“Nice Shoes. Wanna Fuck?”…Or, The Joy of Pick Up Lines

Seeing as how it’s March, and I planned to edit my book this month, I’ve been doing just that—editing, editing, and then more editing. I’m about a third of the way through, which means my couple has already found their way past initial attraction and have moved well into…other things. 😉 But, in following their journey, I’ve been thinking a lot about what lines bring people together. Our initial attraction is often visual, but after that, there has to be an “in.” One party needs to open his or her mouth and actually say something.

And sometimes, what comes out is a good old-fashioned pick up line.

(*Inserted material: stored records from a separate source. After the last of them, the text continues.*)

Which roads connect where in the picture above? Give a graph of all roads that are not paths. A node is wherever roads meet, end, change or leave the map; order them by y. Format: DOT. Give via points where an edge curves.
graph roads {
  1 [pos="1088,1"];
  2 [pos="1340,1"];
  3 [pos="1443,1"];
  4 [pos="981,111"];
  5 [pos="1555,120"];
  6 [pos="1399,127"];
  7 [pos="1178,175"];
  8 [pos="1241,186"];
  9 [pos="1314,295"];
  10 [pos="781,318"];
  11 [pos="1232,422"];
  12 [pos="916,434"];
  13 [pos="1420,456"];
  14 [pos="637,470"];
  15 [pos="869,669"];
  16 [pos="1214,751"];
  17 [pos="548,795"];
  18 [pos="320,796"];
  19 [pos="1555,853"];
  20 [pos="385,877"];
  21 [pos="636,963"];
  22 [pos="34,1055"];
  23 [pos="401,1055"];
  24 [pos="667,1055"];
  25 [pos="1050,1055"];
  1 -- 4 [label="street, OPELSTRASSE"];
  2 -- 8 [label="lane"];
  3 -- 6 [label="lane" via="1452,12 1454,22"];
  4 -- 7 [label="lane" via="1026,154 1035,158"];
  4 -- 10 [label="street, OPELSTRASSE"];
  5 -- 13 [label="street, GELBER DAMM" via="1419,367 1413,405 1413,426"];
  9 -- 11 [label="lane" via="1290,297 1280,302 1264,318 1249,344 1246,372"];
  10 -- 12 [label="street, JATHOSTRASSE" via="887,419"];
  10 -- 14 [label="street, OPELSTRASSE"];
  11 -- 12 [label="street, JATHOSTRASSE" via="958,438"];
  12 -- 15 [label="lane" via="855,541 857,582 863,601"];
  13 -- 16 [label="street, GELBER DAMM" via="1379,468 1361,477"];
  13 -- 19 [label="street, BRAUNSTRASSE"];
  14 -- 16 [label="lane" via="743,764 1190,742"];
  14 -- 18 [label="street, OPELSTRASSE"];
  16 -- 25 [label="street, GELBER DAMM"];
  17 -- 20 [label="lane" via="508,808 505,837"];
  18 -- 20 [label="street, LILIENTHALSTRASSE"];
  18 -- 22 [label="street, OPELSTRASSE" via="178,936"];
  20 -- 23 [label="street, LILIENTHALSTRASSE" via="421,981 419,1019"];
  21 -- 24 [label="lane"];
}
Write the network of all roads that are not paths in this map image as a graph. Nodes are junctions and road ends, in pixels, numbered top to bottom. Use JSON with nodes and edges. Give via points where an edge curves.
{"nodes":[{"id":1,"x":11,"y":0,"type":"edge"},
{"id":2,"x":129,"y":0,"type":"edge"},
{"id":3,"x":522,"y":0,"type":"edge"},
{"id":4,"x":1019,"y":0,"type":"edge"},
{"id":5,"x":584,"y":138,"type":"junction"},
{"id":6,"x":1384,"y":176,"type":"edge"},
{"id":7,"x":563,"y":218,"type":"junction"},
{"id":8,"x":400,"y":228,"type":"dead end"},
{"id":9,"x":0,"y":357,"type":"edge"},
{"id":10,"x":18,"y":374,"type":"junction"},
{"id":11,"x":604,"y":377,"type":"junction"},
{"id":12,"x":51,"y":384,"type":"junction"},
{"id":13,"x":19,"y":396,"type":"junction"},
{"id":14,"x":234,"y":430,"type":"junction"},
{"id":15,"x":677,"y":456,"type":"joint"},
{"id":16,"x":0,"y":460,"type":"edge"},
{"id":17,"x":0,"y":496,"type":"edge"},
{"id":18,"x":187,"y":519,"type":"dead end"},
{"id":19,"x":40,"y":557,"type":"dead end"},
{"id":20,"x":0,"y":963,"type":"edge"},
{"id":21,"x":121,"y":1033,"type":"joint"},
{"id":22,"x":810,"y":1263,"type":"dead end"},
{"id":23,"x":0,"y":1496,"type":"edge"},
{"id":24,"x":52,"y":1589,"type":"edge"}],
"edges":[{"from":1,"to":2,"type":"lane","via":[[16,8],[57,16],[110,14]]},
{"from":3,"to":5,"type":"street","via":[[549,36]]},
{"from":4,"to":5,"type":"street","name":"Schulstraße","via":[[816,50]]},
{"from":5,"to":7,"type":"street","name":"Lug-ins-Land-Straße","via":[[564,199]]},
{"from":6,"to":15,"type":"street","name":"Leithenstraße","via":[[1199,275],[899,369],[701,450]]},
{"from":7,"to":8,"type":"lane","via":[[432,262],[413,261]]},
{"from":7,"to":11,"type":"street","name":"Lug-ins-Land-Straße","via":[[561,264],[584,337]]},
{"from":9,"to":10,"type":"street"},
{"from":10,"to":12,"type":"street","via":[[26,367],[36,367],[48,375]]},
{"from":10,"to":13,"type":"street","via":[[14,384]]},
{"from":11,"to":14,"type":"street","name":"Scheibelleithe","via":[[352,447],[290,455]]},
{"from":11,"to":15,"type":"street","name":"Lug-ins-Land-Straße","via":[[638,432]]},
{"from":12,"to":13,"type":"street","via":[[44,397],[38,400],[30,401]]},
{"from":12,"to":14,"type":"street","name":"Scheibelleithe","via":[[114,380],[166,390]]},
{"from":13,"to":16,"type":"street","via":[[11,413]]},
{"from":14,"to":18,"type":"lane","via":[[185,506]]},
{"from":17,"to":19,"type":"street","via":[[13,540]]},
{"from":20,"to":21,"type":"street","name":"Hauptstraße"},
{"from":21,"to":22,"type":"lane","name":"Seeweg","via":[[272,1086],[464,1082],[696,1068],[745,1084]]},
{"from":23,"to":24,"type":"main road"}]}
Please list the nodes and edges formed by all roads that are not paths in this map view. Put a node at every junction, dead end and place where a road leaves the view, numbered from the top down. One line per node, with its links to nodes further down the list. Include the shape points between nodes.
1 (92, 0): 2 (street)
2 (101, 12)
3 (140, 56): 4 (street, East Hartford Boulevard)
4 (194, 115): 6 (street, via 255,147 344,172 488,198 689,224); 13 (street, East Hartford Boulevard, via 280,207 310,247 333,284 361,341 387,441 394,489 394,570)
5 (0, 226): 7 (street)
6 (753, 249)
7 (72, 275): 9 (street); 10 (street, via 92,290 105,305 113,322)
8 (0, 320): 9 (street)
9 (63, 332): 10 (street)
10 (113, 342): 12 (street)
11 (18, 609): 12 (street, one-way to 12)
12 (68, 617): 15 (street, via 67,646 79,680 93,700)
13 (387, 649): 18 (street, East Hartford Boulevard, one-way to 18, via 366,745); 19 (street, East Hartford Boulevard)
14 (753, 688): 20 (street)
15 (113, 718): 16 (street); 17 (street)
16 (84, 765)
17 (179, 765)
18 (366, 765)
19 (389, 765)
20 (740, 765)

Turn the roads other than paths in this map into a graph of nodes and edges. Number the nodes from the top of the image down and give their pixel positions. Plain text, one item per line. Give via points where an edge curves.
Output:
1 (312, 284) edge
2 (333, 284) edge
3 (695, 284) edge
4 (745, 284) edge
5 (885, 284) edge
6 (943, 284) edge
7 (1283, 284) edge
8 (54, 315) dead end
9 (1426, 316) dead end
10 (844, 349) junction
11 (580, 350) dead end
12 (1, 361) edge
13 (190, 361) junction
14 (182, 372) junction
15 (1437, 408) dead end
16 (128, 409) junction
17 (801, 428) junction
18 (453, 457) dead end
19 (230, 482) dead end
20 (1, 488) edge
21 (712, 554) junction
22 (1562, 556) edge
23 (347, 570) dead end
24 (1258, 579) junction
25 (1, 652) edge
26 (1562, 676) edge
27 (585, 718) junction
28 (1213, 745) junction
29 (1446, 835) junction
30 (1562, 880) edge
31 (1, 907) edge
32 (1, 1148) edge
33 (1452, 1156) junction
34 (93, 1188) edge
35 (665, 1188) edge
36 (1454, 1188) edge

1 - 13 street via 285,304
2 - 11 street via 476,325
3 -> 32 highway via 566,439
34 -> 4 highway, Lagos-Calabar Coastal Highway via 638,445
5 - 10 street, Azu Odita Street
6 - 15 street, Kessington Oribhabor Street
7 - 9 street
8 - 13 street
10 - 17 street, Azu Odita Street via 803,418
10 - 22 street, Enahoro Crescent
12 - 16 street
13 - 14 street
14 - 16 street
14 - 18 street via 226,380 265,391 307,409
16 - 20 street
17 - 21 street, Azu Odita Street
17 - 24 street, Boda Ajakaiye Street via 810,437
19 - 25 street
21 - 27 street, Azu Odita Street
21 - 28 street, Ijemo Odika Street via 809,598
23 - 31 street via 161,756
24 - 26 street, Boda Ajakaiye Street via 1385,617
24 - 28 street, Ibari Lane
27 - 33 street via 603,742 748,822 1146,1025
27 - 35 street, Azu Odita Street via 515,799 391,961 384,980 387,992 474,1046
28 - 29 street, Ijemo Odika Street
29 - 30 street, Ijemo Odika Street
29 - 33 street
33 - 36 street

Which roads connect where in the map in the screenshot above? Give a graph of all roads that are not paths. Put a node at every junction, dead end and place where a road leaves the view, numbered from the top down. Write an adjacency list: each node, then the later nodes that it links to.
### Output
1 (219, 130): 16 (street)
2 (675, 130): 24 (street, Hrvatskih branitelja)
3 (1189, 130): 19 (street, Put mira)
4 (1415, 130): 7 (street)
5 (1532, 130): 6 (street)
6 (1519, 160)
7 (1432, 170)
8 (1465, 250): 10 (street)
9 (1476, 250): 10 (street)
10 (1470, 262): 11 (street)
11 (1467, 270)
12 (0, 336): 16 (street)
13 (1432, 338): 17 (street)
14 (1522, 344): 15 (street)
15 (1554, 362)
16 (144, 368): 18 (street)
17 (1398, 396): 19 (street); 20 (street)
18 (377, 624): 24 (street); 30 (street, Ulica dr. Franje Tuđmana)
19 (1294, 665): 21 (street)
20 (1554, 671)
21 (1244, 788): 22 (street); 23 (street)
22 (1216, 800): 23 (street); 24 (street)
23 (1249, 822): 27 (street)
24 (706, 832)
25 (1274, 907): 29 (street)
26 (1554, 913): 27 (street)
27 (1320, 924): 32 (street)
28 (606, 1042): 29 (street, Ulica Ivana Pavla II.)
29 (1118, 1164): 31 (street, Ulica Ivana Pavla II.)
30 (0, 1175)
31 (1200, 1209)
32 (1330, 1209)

That idea got me thinking about pick up lines in general—who uses them, how they use them, and if they’re effective. For some reason I’m eternally tickled by pick up lines, especially when they’re used well. I’ve experienced a few (kudos to you, random man on street who burst into song with “One” written by Harry Nilsson—that was pretty clever). And I admit I’ve used some, too (“So…do you dance, or just stand there looking handsome?”—FYI, that shockingly worked). Still, most of my favorites are classics that would never be used in real life:

“If I said you had a beautiful body, would you hold it against me?”

“I’m an organ donor. Need anything?”

“Your clothes would look good on my bedroom floor.”

“Do you believe in love at first sight, or should I walk by again?”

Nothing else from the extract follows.